One has seen this type of incident on television — signs unfolded by spectators in Congress, shoes flung at someone — but nothing compares to seeing it live. Joe Biden thought it was a student, some young troublemaker eager to make the headlines. But he was wrong. The person who shouted was an older woman, with Indian features, sitting in the relatives’ section.
I didn’t know her, had never seen her, but it is very likely that she was the mother of one of the graduates. Maybe an undocumented migrant who left her country, her people, her language, crossed the desert and fought off coyotes, who struggles with English as best she can, who has two jobs, who can’t complain to anyone if the boss pays her less, who walks faster when she sees a cop, who is afraid that her husband will be deported. All that because she wanted to give her children an opportunity, because she rejected the fate that befalls those who are born on the other side of wealth.

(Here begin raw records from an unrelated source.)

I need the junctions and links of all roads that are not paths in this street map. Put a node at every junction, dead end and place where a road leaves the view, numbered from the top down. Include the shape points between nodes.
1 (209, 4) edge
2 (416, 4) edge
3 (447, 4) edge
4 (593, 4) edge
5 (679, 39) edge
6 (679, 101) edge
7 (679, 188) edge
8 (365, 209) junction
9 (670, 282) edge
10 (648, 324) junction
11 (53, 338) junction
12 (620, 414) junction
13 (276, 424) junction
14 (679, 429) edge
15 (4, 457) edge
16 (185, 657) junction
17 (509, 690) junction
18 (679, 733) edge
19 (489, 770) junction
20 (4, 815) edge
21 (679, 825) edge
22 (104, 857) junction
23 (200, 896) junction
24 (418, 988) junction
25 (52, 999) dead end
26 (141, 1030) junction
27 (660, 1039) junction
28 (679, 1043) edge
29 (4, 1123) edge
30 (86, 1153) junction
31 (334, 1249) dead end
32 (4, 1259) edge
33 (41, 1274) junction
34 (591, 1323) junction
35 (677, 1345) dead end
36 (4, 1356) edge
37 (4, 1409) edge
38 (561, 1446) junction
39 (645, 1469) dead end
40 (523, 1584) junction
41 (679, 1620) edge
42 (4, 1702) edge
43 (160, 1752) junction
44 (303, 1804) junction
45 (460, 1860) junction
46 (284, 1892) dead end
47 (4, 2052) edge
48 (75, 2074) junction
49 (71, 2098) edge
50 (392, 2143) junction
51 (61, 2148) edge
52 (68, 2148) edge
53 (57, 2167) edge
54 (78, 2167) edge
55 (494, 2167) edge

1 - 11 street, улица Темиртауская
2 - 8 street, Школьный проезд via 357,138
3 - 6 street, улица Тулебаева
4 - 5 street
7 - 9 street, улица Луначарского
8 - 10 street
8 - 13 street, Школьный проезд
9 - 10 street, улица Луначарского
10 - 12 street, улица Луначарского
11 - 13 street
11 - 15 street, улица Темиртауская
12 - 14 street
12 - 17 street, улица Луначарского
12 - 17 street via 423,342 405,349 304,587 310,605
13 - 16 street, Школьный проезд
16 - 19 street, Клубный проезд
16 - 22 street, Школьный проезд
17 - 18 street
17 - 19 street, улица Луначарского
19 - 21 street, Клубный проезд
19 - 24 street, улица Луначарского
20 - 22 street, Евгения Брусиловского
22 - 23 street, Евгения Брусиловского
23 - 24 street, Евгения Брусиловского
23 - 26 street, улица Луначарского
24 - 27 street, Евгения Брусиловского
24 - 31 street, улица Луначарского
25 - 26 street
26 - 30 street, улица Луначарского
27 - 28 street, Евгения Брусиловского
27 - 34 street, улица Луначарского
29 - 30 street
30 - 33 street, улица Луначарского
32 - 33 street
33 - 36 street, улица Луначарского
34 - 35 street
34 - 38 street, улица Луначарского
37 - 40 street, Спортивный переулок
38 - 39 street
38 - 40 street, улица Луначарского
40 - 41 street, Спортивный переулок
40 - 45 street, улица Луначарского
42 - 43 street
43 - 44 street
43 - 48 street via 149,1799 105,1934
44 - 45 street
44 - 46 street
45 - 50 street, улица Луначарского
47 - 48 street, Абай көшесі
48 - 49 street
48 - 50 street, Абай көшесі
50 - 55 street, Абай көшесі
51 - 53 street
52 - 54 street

Or maybe not, and the woman only felt like shouting. The fact is that, to those of us from other cultures, this was a transcendental, unprecedented experience. I instinctively looked around for the guard who would come to escort the woman out of the hall, demand her identification or, at least, recriminate her for providing fodder for the enemy’s attacks.
Present there were the Secret Service, the FBI and the County Police. When I walked in, they looked even into my Kindle, perhaps looking for terrorist literature. Down the aisles walked agents with earpieces and microphones under their sleeves, like in the movies. If I — who sometimes leave home with socks that don’t match and never remember where I parked my car — could identify the woman with absolute clarity, some of those James Bond wannabes must have seen her.
But nothing happened. The ceremony continued as planned and the lady didn’t have to account to anyone.
And what did Joe Biden do? A man renowned for his public blunders — one of them cost him the presidential race in 2007 — had learned his lesson. This time he smiled, Paul Newman-like, and retorted: “We’ll do that, too, kid,” (he still thought it was a student) “but let me finish my speech.”
He said that with such certainty and aplomb, with such deep conviction, with such genuine sincerity in his eyes, that I’m almost certain that most of the 2 million deportees — a record figure in the Obama administration — were returned to their native countries by mistake and someone will have to pay dearly when Mr. Biden finds out.